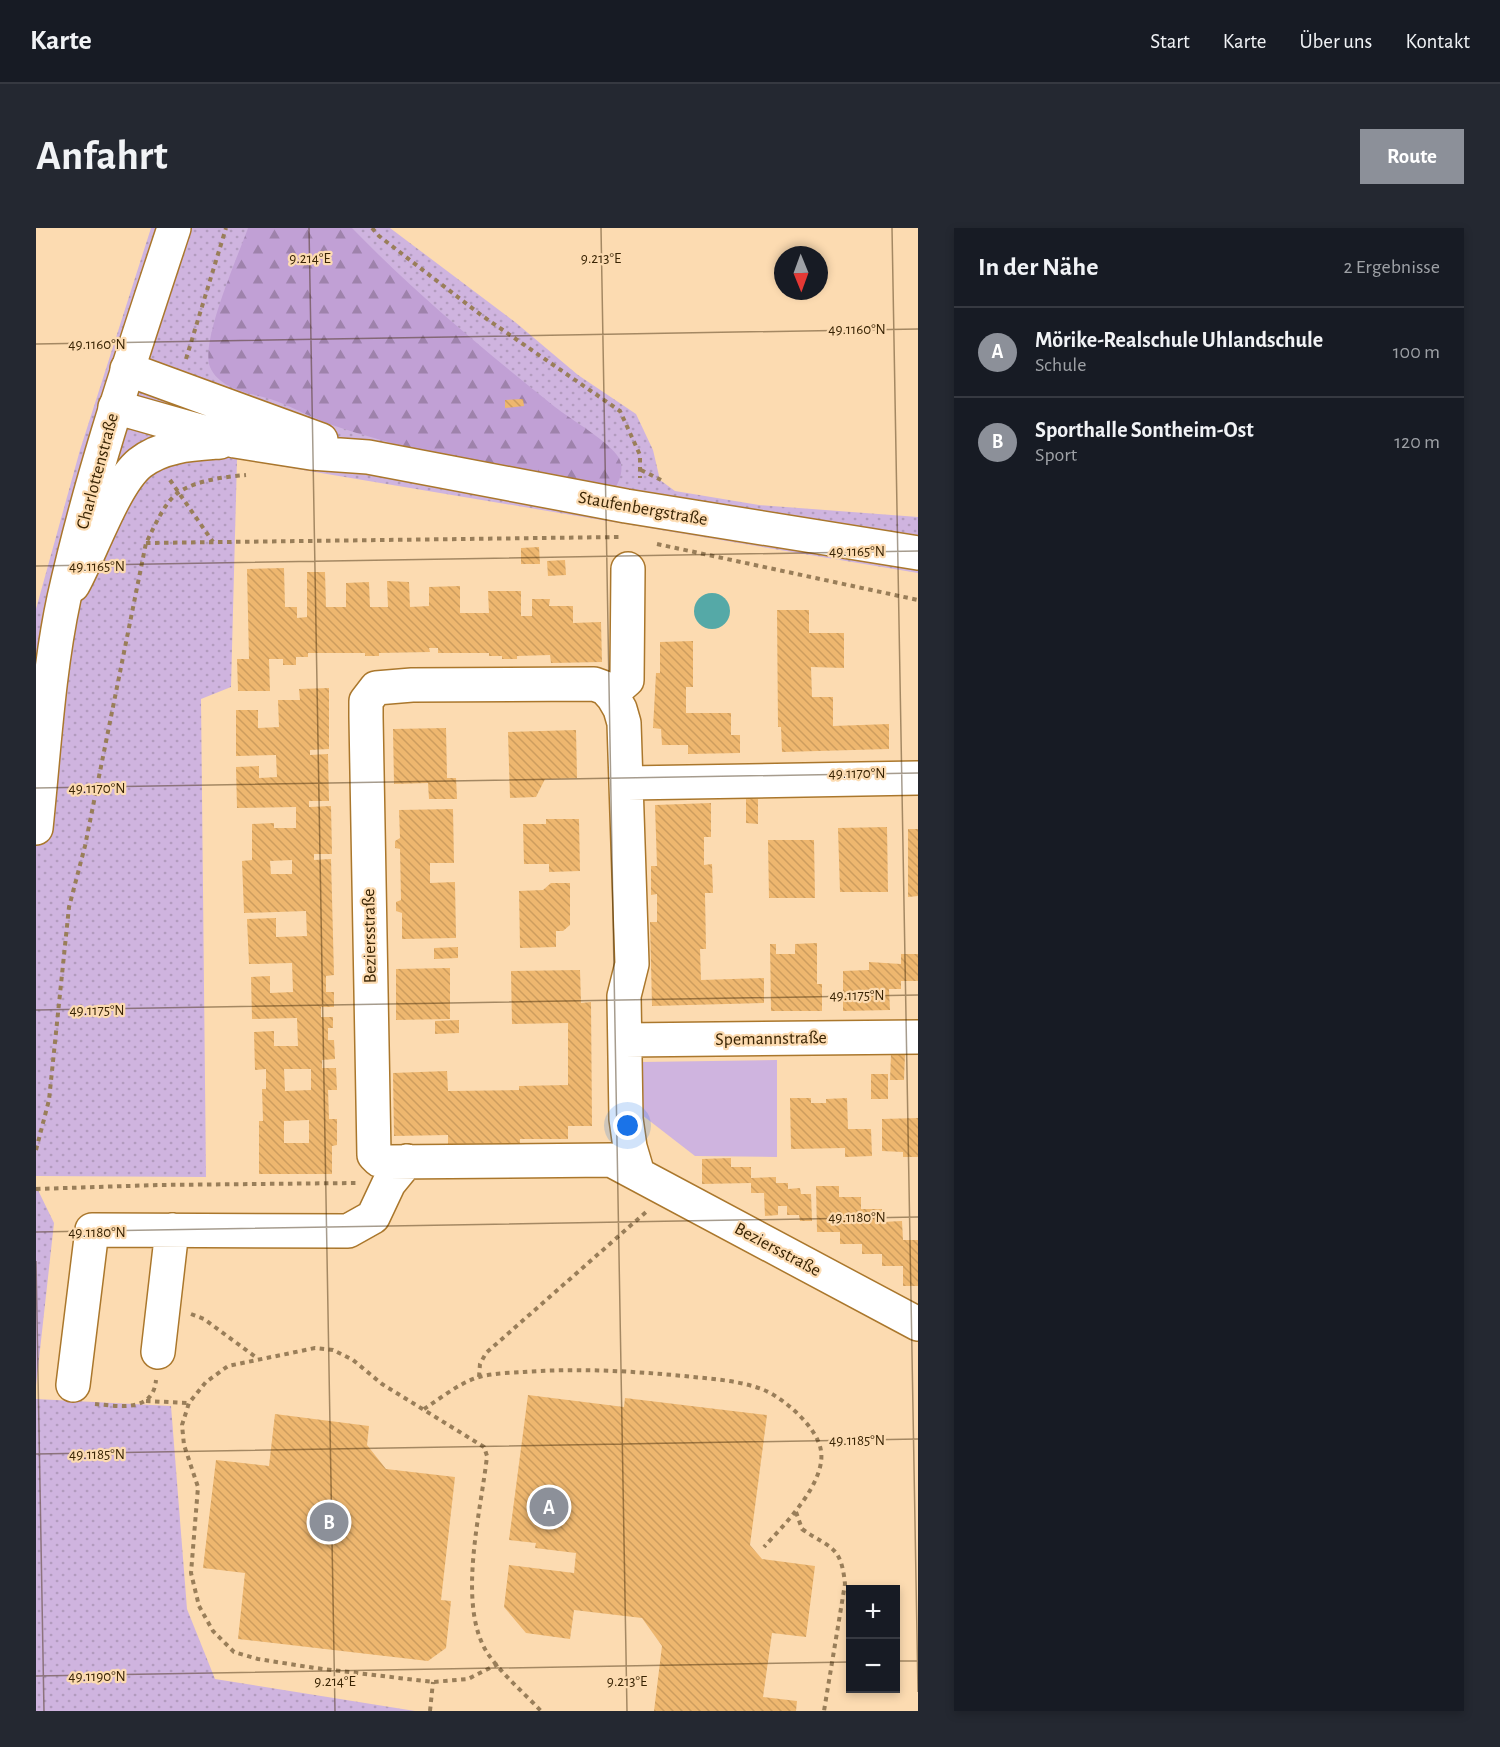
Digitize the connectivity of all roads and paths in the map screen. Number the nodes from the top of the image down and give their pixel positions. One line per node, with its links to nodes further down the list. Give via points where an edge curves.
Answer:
1 (174, 228): 5 (street, Charlottenstraße)
2 (226, 228): 4 (path)
3 (372, 228): 11 (path, via 481,315 620,411 640,455)
4 (183, 367)
5 (127, 369): 6 (street, Charlottenstraße); 8 (street, Staufenbergstraße)
6 (115, 407): 7 (street, Staufenbergstraße); 16 (street, Charlottenstraße)
7 (235, 441): 8 (street, Staufenbergstraße); 16 (street, Staufenbergstraße, via 185,444 139,464 111,505 88,560)
8 (368, 457): 11 (street, Staufenbergstraße)
9 (251, 474): 10 (path, via 219,477)
10 (178, 493): 12 (path); 14 (path)
11 (632, 538): 12 (path); 15 (street, Staufenbergstraße); 18 (street, via 627,680)
12 (213, 542): 14 (path)
13 (651, 542): 17 (path)
14 (147, 543): 24 (path, via 69,907 49,1100)
15 (918, 553)
16 (64, 600): 21 (street, Charlottenstraße)
17 (918, 600)
18 (610, 694): 20 (street, via 624,723); 25 (street, Beziersstraße, via 594,684 573,683 412,685 376,688 366,701 372,1150 379,1160)
19 (918, 778): 20 (street)
20 (628, 783): 23 (street, via 632,964 624,996)
21 (36, 828)
22 (918, 1036): 23 (street, Spemannstraße)
23 (625, 1040): 26 (street, via 626,1119)
24 (36, 1150)
25 (398, 1172): 26 (street, Beziersstraße, via 604,1160 622,1164); 27 (path); 29 (street, via 373,1217 348,1231)
26 (638, 1174): 31 (street, Beziersstraße)
27 (36, 1189)
28 (653, 1205): 34 (path, via 486,1353)
29 (172, 1230): 30 (street); 35 (street, via 92,1230)
30 (163, 1309): 32 (street); 33 (path, via 204,1319)
31 (918, 1324)
32 (158, 1352): 36 (path, via 155,1391)
33 (258, 1359): 37 (path, via 228,1366 206,1382); 38 (path, via 315,1348 333,1350)
34 (479, 1377): 38 (path); 39 (path, via 589,1368 742,1383 766,1391 795,1410 818,1440 822,1452 812,1486)
35 (73, 1385): 36 (path, via 77,1403 133,1407)
36 (146, 1401): 37 (path)
37 (189, 1403): 42 (path, via 182,1425 184,1445 198,1487 191,1573 199,1606 213,1631 234,1652 258,1659)
38 (424, 1409): 41 (path, via 484,1447 488,1456 472,1603 475,1629)
39 (796, 1511): 40 (path); 45 (path, via 802,1528 829,1544 839,1554 843,1567 845,1584)
40 (764, 1547)
41 (498, 1664): 42 (path, via 468,1679); 44 (path)
42 (433, 1682): 43 (path)
43 (430, 1711)
44 (541, 1711)
45 (824, 1711)

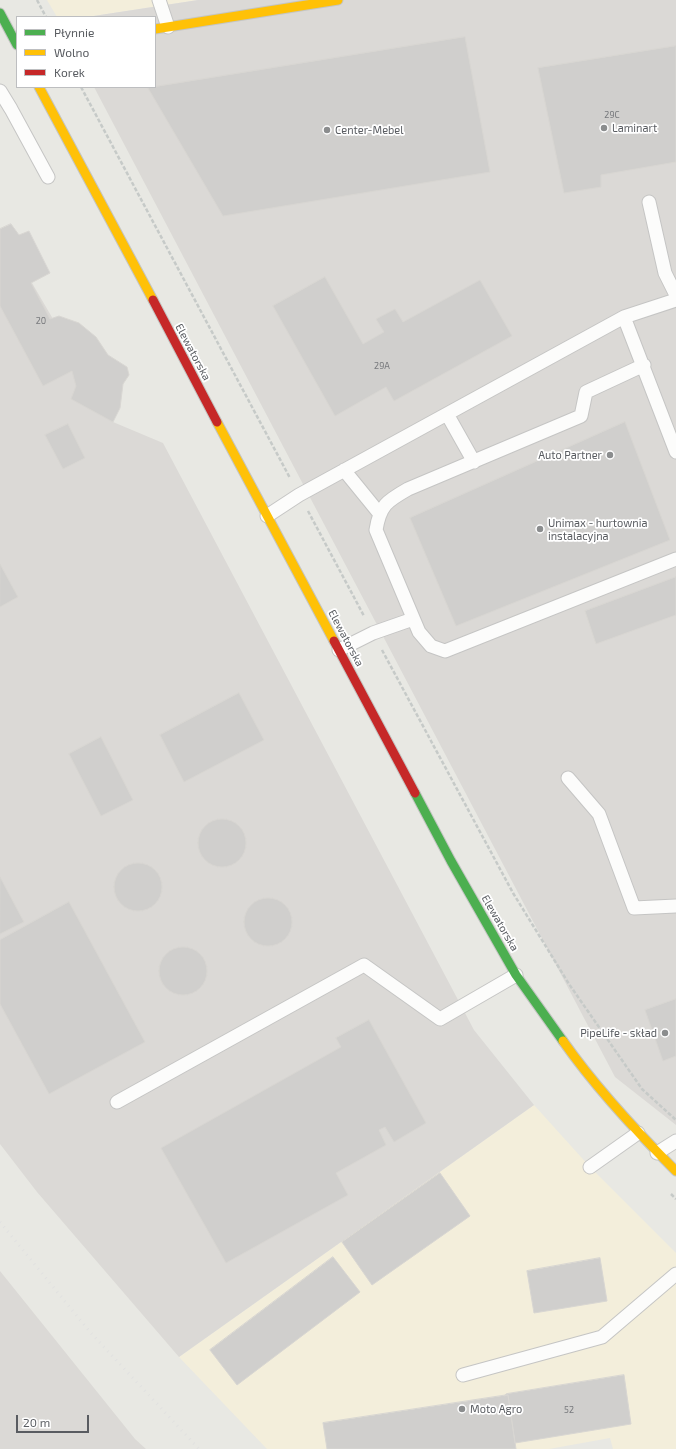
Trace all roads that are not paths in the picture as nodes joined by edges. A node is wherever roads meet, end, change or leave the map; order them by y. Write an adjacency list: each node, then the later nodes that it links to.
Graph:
════════════════════
● **Problem statement**
Hand back the records above exactly, leaving out every picture.

● **Solution to this exercise**
Digitize the connectivity of all roads and paths in the map screen. Number the nodes from the top of the image down and give their pixel positions. One line per node, with its links to nodes further down the list. Give via points where an edge curves.
Answer:
1 (174, 228): 5 (street, Charlottenstraße)
2 (226, 228): 4 (path)
3 (372, 228): 11 (path, via 481,315 620,411 640,455)
4 (183, 367)
5 (127, 369): 6 (street, Charlottenstraße); 8 (street, Staufenbergstraße)
6 (115, 407): 7 (street, Staufenbergstraße); 16 (street, Charlottenstraße)
7 (235, 441): 8 (street, Staufenbergstraße); 16 (street, Staufenbergstraße, via 185,444 139,464 111,505 88,560)
8 (368, 457): 11 (street, Staufenbergstraße)
9 (251, 474): 10 (path, via 219,477)
10 (178, 493): 12 (path); 14 (path)
11 (632, 538): 12 (path); 15 (street, Staufenbergstraße); 18 (street, via 627,680)
12 (213, 542): 14 (path)
13 (651, 542): 17 (path)
14 (147, 543): 24 (path, via 69,907 49,1100)
15 (918, 553)
16 (64, 600): 21 (street, Charlottenstraße)
17 (918, 600)
18 (610, 694): 20 (street, via 624,723); 25 (street, Beziersstraße, via 594,684 573,683 412,685 376,688 366,701 372,1150 379,1160)
19 (918, 778): 20 (street)
20 (628, 783): 23 (street, via 632,964 624,996)
21 (36, 828)
22 (918, 1036): 23 (street, Spemannstraße)
23 (625, 1040): 26 (street, via 626,1119)
24 (36, 1150)
25 (398, 1172): 26 (street, Beziersstraße, via 604,1160 622,1164); 27 (path); 29 (street, via 373,1217 348,1231)
26 (638, 1174): 31 (street, Beziersstraße)
27 (36, 1189)
28 (653, 1205): 34 (path, via 486,1353)
29 (172, 1230): 30 (street); 35 (street, via 92,1230)
30 (163, 1309): 32 (street); 33 (path, via 204,1319)
31 (918, 1324)
32 (158, 1352): 36 (path, via 155,1391)
33 (258, 1359): 37 (path, via 228,1366 206,1382); 38 (path, via 315,1348 333,1350)
34 (479, 1377): 38 (path); 39 (path, via 589,1368 742,1383 766,1391 795,1410 818,1440 822,1452 812,1486)
35 (73, 1385): 36 (path, via 77,1403 133,1407)
36 (146, 1401): 37 (path)
37 (189, 1403): 42 (path, via 182,1425 184,1445 198,1487 191,1573 199,1606 213,1631 234,1652 258,1659)
38 (424, 1409): 41 (path, via 484,1447 488,1456 472,1603 475,1629)
39 (796, 1511): 40 (path); 45 (path, via 802,1528 829,1544 839,1554 843,1567 845,1584)
40 (764, 1547)
41 (498, 1664): 42 (path, via 468,1679); 44 (path)
42 (433, 1682): 43 (path)
43 (430, 1711)
44 (541, 1711)
45 (824, 1711)

Trace all roads that are not paths in the picture as nodes joined by edges. A node is wherever roads meet, end, change or leave the map; order them by y. Write an adjacency list: each node, then the later nodes that it links to.
Graph:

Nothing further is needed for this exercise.